One inspirational note is that the title of the last work (over two tracks), Cathedral, comes from the rather nostalgic poem Autumn from the late Polish poet Czeslaw Milosz:

“Cathedral of my enchantments, autumn wind,
I grew old giving thanks.”

9. Though Core Memory Unwound is naturally your major focus at the moment, I'm also aware that the third Slow Six recording is in the works and so am curious to hear a little bit about it too. Can you give us a hint of what to expect and when it will be released? How much of a cross-pollinating effect has there been between the two albums considering that they've been presumably worked on to some degree concurrently?

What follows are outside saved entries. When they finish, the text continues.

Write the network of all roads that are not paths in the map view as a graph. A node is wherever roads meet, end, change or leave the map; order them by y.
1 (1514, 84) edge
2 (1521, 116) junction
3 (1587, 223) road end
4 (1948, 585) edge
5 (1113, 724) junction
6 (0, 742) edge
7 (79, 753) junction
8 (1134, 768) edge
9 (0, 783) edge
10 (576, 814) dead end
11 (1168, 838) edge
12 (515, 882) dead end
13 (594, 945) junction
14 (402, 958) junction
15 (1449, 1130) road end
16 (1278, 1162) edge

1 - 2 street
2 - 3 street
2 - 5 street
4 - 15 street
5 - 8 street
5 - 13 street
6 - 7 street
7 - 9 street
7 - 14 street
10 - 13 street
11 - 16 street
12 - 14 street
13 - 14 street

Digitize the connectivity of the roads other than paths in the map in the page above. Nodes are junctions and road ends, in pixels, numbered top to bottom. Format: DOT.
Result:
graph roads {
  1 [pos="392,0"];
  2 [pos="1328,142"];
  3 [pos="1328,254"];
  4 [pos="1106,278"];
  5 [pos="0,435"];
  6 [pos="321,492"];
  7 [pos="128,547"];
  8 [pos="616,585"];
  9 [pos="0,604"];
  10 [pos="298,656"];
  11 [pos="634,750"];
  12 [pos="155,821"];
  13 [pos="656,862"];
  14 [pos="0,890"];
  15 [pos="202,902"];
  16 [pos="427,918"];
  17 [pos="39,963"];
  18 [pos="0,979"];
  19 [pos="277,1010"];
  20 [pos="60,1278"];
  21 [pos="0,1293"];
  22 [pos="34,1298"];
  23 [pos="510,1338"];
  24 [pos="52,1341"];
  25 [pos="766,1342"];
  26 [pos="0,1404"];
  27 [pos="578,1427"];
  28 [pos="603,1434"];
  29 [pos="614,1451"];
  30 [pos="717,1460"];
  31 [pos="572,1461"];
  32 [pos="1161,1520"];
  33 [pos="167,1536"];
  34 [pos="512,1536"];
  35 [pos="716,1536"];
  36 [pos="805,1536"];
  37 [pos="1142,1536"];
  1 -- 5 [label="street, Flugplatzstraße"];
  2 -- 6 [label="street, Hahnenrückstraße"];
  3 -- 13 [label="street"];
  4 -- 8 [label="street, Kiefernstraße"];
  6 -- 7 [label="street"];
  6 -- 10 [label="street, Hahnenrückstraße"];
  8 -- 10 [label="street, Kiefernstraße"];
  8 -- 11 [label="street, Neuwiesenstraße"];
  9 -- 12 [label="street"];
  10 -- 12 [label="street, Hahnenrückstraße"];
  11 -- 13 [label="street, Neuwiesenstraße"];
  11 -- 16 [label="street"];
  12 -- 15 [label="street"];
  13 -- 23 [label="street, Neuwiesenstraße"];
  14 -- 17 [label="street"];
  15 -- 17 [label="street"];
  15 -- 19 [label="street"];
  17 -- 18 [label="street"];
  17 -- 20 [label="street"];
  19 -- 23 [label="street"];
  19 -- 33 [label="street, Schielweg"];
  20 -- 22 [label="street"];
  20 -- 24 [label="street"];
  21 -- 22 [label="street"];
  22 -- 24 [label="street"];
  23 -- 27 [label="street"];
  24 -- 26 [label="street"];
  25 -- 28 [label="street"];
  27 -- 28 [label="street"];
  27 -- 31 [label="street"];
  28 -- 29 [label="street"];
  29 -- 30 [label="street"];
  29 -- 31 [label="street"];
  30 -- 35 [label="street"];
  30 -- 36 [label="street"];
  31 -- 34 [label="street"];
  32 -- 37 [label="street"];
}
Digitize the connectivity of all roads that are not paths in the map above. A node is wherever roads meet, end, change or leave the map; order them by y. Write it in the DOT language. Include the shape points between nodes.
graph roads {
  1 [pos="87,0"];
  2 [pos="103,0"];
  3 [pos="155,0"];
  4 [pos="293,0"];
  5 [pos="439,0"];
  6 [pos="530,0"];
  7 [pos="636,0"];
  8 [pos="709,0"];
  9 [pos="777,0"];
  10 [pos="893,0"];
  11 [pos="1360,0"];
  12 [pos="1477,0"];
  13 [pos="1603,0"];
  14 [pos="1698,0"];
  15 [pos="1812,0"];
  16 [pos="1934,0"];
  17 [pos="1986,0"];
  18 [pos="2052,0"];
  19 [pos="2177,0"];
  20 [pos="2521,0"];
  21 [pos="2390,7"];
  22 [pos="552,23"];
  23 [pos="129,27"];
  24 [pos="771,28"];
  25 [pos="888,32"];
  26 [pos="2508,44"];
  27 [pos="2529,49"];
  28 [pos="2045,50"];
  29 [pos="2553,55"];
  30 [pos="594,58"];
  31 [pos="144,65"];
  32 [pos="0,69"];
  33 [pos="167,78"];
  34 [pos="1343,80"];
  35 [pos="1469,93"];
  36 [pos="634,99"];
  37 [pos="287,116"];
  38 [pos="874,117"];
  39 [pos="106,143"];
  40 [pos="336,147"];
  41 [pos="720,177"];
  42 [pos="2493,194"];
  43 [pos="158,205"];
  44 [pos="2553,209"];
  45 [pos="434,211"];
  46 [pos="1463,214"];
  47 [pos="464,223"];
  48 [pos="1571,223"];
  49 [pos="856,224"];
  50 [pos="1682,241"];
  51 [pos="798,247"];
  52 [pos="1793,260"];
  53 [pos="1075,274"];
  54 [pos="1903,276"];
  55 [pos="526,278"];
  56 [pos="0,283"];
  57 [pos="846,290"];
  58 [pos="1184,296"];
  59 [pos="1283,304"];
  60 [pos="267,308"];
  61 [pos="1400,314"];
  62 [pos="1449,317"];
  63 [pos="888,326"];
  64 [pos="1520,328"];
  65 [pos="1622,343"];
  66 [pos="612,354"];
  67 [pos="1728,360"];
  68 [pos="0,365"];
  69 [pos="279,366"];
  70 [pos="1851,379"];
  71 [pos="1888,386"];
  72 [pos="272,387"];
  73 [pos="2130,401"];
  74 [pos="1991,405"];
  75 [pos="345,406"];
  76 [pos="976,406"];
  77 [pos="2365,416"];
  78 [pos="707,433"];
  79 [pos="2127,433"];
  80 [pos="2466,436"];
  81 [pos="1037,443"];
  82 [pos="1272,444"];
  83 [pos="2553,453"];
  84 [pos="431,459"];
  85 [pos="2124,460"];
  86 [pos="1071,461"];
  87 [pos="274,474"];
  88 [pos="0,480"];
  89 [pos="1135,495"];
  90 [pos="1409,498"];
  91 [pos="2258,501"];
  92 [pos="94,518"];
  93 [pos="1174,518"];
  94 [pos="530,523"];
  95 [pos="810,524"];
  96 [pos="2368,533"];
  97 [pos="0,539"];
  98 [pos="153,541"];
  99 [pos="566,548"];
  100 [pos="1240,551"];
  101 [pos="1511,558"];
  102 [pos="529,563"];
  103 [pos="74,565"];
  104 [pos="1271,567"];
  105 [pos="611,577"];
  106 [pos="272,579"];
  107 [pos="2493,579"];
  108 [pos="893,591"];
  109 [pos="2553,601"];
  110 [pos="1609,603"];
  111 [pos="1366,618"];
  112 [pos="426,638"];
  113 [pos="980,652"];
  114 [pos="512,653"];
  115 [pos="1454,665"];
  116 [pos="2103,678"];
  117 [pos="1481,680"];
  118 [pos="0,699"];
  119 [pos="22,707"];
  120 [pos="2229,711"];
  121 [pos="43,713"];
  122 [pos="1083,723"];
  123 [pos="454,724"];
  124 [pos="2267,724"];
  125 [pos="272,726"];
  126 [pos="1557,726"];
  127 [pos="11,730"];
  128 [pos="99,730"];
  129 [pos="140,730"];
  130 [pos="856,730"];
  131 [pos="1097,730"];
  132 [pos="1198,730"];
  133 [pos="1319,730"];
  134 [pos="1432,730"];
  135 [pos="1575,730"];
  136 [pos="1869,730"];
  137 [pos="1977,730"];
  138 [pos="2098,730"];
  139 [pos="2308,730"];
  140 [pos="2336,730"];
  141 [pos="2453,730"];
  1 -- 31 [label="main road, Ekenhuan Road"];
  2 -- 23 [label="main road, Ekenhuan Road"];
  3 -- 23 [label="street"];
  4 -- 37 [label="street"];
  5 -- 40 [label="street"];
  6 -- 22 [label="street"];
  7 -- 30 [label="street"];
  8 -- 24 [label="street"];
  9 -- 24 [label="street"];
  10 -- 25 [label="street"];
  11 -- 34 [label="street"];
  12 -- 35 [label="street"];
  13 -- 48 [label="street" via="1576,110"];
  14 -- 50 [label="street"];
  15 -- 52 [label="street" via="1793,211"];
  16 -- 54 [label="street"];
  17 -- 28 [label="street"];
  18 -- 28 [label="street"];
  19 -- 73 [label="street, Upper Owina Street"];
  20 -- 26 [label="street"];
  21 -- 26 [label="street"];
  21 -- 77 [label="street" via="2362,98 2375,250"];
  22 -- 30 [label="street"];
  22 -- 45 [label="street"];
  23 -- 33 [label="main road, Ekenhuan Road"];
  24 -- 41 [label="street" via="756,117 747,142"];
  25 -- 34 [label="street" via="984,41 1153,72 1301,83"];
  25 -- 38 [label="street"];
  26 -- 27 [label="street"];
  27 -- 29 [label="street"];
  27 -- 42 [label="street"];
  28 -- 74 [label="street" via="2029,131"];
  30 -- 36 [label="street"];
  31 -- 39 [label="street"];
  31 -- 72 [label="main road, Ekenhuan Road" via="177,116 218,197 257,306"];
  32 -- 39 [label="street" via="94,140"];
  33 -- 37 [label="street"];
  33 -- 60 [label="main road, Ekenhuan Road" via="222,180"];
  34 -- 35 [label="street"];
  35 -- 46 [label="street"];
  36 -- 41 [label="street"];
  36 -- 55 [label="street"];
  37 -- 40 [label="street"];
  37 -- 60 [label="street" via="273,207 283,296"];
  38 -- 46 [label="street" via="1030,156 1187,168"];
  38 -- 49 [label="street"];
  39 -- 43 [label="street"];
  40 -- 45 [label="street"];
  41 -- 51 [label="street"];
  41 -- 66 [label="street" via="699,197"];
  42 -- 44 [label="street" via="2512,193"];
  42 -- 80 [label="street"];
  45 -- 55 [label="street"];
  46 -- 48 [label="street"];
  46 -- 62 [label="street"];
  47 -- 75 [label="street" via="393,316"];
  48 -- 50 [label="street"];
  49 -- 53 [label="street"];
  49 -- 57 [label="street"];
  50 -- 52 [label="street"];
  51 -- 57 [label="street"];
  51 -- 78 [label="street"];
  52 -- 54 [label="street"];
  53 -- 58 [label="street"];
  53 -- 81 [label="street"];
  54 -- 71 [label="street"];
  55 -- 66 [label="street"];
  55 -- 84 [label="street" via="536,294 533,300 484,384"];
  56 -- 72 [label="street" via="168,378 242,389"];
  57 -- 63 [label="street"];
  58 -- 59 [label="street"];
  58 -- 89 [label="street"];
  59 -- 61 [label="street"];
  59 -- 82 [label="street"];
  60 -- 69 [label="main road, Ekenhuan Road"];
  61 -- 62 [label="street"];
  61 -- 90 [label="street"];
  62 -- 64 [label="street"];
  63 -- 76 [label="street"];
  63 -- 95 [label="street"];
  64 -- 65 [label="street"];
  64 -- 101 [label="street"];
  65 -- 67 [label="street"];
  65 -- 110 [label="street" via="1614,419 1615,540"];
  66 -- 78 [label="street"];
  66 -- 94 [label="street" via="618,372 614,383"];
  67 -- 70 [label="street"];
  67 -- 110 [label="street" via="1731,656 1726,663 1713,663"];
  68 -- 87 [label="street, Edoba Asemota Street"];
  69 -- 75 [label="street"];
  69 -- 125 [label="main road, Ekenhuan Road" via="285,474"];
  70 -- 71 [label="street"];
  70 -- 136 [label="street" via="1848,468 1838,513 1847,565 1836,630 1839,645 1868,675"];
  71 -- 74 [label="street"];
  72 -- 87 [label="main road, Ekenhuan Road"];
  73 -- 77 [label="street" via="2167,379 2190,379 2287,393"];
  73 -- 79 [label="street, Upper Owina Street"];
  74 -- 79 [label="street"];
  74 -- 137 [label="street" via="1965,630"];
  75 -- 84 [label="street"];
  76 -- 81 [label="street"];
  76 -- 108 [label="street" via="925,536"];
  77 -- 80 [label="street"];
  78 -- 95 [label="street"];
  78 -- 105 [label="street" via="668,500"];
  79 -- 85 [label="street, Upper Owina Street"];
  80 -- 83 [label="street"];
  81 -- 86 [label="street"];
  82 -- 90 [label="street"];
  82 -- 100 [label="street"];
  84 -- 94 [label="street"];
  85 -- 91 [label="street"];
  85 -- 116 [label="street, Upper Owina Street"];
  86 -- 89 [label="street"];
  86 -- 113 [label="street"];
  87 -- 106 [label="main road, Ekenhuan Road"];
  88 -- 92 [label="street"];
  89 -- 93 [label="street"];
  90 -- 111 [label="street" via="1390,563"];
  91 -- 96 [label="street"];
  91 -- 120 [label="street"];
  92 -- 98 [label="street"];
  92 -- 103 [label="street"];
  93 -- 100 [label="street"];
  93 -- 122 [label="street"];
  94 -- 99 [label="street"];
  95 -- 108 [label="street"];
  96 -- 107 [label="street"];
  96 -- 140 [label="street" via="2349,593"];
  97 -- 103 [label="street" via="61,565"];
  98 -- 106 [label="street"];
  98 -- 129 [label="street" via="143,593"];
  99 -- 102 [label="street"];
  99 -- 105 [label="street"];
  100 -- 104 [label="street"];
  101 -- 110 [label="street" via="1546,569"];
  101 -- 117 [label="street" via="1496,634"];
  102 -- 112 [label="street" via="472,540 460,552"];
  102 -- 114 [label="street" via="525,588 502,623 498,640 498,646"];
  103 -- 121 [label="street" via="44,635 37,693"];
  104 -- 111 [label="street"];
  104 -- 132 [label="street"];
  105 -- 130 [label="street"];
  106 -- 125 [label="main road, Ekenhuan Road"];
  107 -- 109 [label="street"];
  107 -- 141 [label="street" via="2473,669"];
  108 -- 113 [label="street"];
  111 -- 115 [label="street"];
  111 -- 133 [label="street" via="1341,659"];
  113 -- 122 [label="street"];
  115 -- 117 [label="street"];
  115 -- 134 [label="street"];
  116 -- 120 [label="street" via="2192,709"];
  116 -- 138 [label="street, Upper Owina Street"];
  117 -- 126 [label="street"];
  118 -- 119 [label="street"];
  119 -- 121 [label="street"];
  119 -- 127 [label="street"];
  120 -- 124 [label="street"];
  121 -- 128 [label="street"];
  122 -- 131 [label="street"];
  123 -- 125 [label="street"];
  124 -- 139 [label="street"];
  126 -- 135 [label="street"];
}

I just finished mixing the new Slow Six record a few days ago with John Congleton down in Dallas and I'm just so psyched on it. John just made the thing so overwhelming-sounding, and I made sure it still has all the nuance and detail our stuff is known for—a really great musical meeting. I have no idea when it will be out; hopefully not before too too long...

These two records are really distinct musically though which is part of the charm for me personally. The new Slow Six record is our unique perspective on our instrumental post-punk roots. It's still music that develops slowly over-time but there's lots of up-tempo tangled rhythms side by side with big, big ambiances. Also, with this newest Slow Six material I'm almost exclusively playing effected violin so there is relatively little software transformations on the record though no shortage of live electronic textures. So it was nice with Core Memory Unwound to really bring the focus for a bit back to my live software sampling.

10. I know you played on one of the pieces that (I believe) will appear on Alexander Turnquist's next album release. What other kinds of things have you got going on besides the two albums we've talked about?

One of the projects I'm most excited about is a new duo I started with the drummer from Slow Six, Theo Metz, called Wires Under Tension. Theo and I are connected through a whole network of midi and audio cables that let us feed into a system of connected software instruments I built. In addition to Theo on drums, I'm playing my software, Rhodes , and violin through some effects pedals. It's a sort of weird, bionic instrumental rock band and the most high-energy, up-tempo music I've written for a long while—downright athletic at points. Very different from this solo release, it's the other side of me.

I also played a good deal of violin on the recently completed Lymbyc Systym record, Shutter Release (out in November on Mush) and have been playing some really fun live shows with them as well. They're a great bunch of dudes, incredible musicians, and super-fun to play with on-stage.